EXERCISE AIM. Which lines of the records below contain the word "Bradley"? Report each of them in full.

Collected data.
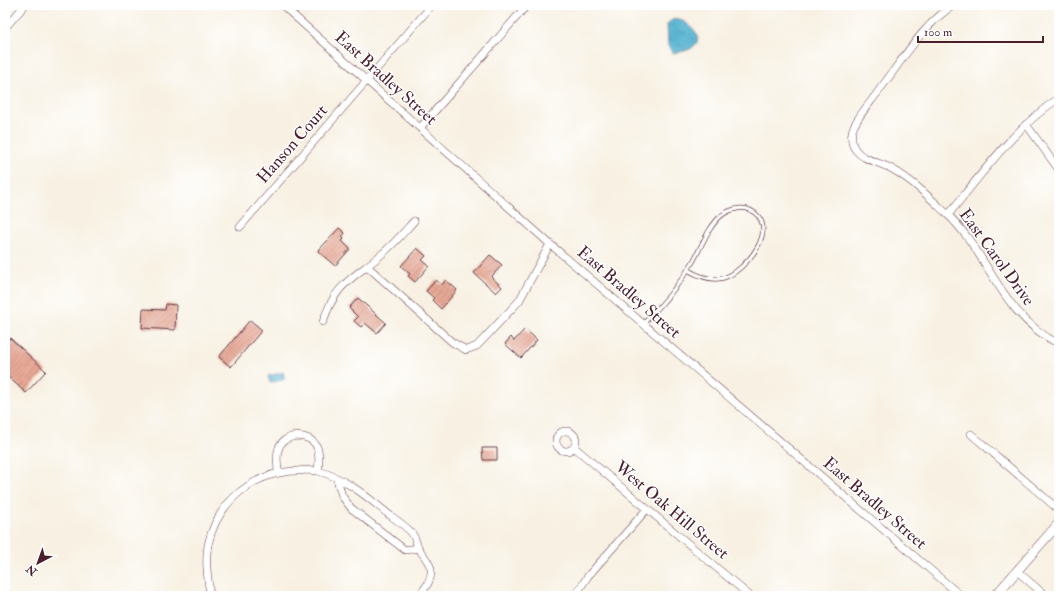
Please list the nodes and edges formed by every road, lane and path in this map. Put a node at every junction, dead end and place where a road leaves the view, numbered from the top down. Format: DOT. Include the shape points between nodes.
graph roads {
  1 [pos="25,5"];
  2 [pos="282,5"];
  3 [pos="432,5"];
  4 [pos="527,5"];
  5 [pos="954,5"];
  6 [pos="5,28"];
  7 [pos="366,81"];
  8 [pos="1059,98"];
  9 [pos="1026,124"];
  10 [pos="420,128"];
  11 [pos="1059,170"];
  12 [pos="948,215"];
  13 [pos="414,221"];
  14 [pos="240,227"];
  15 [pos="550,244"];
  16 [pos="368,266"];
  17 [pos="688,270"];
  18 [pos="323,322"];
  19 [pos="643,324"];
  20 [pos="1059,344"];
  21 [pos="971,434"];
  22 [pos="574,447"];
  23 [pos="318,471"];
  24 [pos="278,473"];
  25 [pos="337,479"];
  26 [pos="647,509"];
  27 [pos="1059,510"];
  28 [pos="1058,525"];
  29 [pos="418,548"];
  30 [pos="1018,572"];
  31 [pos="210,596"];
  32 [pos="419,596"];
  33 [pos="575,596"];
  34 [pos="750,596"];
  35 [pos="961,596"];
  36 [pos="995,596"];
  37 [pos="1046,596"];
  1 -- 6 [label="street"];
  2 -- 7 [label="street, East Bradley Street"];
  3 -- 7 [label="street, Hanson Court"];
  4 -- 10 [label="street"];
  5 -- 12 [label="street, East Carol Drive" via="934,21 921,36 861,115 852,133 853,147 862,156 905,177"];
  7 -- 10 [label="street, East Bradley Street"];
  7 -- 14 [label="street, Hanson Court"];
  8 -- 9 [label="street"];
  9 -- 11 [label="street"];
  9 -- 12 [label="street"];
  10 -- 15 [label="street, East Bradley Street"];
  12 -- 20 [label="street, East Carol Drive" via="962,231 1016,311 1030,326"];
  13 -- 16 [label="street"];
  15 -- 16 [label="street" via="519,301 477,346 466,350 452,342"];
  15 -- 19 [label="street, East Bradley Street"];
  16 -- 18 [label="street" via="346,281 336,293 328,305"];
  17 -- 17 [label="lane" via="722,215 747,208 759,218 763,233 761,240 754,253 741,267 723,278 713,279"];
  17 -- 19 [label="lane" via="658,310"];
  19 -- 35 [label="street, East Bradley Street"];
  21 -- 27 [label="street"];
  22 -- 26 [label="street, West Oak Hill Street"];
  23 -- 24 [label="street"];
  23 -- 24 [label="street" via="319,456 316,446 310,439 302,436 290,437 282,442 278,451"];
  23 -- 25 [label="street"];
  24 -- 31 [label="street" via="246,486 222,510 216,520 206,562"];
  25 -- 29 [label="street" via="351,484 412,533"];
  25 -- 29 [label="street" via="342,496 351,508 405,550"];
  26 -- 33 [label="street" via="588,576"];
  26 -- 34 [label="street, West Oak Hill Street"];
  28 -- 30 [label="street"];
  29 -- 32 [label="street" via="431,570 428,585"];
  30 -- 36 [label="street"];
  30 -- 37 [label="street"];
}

TASK OUTPUT.
  2 -- 7 [label="street, East Bradley Street"];
  7 -- 10 [label="street, East Bradley Street"];
  10 -- 15 [label="street, East Bradley Street"];
  15 -- 19 [label="street, East Bradley Street"];
  19 -- 35 [label="street, East Bradley Street"];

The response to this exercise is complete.